• LISTED RECORDS
★ ★ ★ ★ ★
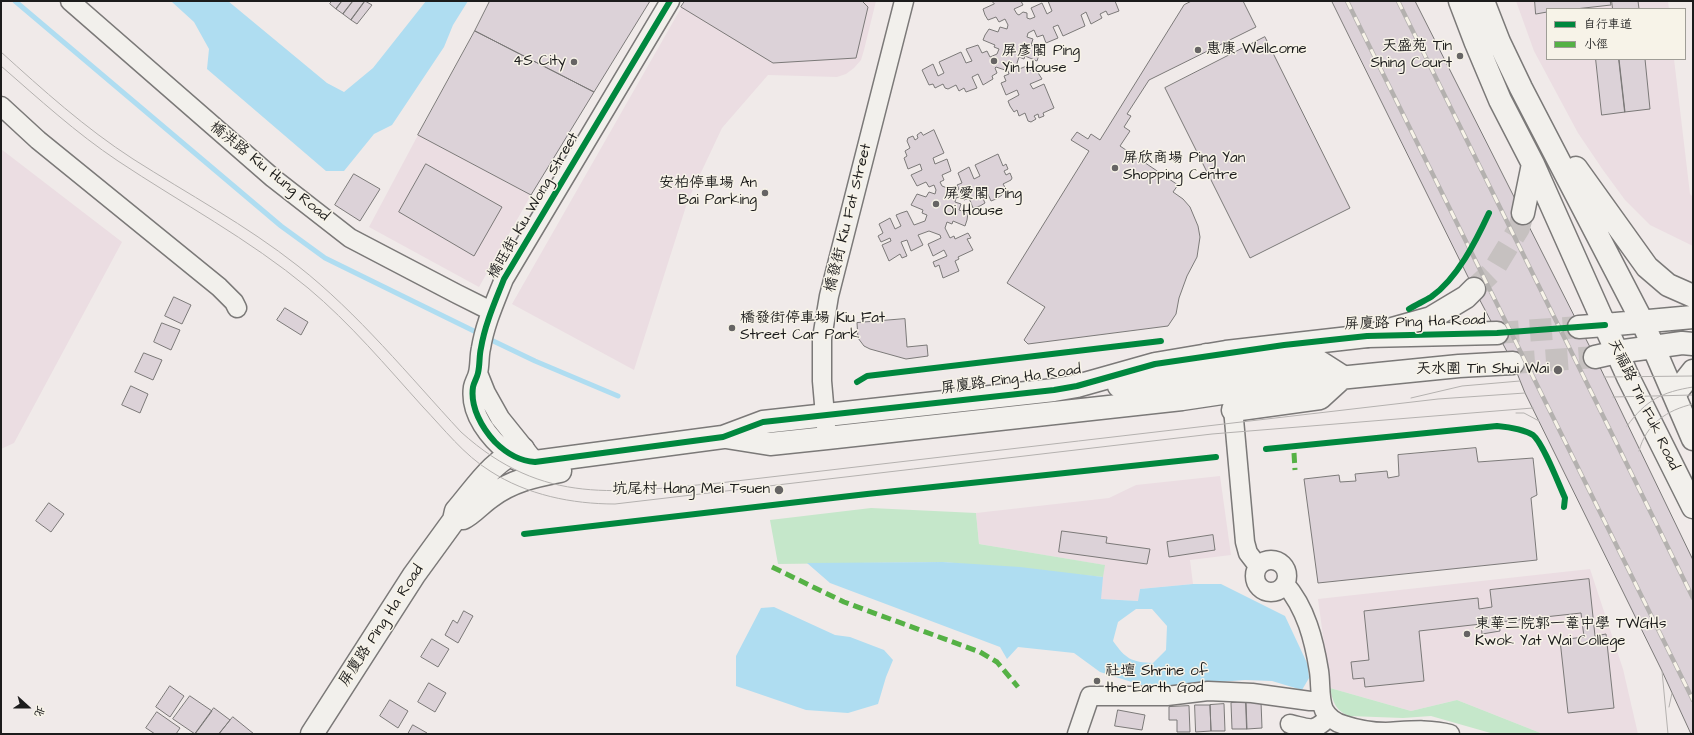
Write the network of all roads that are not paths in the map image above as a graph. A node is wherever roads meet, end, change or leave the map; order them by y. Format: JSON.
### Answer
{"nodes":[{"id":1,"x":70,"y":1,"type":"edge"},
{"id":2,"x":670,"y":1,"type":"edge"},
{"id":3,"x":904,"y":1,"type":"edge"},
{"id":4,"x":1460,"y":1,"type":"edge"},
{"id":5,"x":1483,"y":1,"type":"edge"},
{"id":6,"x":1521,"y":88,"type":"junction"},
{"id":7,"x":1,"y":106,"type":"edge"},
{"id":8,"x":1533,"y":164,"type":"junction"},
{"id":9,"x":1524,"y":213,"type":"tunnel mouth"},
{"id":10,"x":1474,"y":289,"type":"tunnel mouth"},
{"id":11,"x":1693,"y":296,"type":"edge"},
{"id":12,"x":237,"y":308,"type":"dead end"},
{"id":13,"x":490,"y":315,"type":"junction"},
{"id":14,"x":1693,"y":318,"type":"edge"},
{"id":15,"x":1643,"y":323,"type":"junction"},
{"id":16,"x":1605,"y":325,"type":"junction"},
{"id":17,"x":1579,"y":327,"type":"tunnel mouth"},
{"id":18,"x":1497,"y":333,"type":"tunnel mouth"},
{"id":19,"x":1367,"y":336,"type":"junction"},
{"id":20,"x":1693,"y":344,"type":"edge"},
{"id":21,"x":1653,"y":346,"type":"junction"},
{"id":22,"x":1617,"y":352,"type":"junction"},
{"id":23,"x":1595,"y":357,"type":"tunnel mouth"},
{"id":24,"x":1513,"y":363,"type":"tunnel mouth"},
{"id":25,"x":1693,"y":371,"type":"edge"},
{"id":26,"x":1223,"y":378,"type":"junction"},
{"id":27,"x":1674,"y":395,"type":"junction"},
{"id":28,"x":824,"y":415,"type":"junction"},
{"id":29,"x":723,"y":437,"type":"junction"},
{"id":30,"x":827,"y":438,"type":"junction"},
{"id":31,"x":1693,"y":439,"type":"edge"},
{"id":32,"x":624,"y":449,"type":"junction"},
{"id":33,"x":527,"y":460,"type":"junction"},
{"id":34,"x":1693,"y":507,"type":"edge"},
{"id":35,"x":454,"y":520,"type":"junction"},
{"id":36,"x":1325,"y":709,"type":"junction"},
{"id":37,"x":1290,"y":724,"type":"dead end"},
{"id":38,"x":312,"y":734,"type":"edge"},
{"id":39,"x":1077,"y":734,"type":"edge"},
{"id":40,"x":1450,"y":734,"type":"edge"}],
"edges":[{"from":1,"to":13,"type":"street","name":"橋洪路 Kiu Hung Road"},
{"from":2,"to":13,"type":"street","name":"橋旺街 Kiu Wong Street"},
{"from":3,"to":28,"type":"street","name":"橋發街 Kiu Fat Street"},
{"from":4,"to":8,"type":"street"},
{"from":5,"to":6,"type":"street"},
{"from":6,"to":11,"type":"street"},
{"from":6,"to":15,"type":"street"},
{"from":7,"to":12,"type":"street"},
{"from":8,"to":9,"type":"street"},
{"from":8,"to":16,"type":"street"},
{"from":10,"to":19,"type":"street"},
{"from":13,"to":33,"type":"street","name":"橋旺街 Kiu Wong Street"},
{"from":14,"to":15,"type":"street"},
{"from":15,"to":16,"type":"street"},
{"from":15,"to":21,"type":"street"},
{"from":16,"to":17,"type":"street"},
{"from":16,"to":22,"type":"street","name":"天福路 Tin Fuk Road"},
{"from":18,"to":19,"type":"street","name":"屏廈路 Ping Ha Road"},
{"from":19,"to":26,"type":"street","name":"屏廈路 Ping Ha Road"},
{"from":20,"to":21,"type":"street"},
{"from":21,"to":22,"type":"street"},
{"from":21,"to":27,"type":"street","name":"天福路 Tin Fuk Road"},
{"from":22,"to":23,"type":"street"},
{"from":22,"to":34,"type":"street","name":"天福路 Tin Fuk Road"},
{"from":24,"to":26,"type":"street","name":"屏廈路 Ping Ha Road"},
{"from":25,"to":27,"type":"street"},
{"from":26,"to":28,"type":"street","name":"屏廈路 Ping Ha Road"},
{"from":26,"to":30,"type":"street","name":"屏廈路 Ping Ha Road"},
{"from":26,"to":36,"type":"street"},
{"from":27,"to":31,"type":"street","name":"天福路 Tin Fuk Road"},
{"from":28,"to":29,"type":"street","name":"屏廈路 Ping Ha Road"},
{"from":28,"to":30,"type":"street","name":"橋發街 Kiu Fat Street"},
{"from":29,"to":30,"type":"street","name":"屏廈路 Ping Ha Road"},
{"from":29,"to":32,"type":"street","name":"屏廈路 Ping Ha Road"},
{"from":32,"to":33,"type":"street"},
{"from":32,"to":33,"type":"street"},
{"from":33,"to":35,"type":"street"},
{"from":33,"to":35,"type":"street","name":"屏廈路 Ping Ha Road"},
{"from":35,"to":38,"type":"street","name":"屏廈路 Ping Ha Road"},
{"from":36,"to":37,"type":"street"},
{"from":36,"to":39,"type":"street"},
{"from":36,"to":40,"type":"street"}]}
★ ★ ★ ★ ★
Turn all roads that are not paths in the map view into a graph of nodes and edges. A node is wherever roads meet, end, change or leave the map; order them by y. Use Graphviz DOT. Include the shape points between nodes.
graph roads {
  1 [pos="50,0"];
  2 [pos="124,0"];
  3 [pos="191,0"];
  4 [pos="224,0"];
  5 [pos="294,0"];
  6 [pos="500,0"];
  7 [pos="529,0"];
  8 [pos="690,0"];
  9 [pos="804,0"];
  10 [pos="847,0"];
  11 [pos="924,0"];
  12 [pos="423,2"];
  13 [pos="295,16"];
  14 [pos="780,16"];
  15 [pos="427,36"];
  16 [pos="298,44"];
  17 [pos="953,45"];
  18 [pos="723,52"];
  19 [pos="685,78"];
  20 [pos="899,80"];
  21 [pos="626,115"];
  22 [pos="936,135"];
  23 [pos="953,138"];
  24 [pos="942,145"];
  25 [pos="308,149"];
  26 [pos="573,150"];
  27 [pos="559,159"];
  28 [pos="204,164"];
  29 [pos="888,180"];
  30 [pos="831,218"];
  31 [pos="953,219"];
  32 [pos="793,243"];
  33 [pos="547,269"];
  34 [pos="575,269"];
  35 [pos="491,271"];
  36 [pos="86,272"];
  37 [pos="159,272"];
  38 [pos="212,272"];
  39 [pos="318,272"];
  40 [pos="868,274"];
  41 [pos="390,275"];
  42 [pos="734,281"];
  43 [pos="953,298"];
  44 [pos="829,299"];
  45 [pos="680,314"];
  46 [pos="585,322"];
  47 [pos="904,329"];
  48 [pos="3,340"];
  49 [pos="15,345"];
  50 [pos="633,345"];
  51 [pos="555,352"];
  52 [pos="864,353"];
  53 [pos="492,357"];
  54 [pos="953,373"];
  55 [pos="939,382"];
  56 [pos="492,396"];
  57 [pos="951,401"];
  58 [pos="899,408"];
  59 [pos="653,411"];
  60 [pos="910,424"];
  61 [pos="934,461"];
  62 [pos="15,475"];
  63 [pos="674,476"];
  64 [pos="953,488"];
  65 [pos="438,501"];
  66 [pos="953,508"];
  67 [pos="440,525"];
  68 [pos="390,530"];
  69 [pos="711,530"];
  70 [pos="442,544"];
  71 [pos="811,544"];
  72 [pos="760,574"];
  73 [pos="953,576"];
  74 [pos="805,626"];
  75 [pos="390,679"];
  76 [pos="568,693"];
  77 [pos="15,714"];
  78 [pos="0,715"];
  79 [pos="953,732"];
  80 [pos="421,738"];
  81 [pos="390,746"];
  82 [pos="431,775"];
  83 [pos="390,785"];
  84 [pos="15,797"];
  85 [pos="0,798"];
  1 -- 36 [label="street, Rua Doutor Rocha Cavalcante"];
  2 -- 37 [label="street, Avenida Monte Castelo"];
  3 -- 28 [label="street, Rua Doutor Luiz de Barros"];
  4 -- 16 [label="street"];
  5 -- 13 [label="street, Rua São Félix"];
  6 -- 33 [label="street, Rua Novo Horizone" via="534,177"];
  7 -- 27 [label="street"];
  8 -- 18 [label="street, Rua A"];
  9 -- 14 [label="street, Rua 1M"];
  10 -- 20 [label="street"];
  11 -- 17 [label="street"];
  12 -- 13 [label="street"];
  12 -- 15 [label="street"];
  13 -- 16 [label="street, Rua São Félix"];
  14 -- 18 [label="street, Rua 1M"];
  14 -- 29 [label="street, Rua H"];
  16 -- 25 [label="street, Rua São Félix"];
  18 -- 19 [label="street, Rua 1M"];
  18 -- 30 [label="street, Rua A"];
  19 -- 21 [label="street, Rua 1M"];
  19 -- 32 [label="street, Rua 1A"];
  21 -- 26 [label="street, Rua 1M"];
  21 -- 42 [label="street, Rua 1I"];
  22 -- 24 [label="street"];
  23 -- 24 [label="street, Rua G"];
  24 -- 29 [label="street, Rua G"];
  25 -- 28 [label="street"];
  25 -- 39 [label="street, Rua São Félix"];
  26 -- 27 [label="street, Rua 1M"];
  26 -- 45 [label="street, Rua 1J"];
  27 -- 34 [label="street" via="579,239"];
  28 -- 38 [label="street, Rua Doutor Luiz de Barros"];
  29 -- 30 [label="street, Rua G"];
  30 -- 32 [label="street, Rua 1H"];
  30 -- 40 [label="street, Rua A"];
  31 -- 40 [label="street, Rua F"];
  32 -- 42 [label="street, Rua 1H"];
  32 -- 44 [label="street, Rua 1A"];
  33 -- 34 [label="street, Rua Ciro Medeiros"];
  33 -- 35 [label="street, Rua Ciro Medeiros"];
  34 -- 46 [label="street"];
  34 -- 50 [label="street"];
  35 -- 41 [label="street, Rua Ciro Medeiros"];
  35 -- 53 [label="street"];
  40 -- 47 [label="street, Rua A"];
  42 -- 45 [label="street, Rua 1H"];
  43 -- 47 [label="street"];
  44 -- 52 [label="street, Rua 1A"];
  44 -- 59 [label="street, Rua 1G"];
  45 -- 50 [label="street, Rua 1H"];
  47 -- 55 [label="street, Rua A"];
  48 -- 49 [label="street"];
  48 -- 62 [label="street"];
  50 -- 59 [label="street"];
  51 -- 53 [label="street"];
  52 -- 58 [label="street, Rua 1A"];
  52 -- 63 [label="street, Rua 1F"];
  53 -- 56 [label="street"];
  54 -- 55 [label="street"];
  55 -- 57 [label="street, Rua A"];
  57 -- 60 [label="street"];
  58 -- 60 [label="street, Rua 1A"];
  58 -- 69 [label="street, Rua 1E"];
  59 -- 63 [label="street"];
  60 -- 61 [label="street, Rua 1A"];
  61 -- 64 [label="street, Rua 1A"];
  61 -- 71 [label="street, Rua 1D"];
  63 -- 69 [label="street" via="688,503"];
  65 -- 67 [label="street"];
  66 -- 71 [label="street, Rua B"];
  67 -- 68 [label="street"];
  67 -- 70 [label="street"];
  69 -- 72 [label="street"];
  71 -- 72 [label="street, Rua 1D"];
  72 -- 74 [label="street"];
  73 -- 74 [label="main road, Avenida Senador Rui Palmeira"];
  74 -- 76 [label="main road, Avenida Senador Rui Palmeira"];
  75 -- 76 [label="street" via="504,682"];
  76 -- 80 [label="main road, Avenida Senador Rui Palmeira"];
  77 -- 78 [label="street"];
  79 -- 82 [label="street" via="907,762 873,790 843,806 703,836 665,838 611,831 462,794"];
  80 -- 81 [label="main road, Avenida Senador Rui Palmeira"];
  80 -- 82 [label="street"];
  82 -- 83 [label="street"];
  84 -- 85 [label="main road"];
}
★ ★ ★ ★ ★
• YOUR INSTRUCTIONS
Would you please return all lines of the data that include the word "change"?

• EXERCISE RESULT
Write the network of all roads that are not paths in the map image above as a graph. A node is wherever roads meet, end, change or leave the map; order them by y. Format: JSON.
Turn all roads that are not paths in the map view into a graph of nodes and edges. A node is wherever roads meet, end, change or leave the map; order them by y. Use Graphviz DOT. Include the shape points between nodes.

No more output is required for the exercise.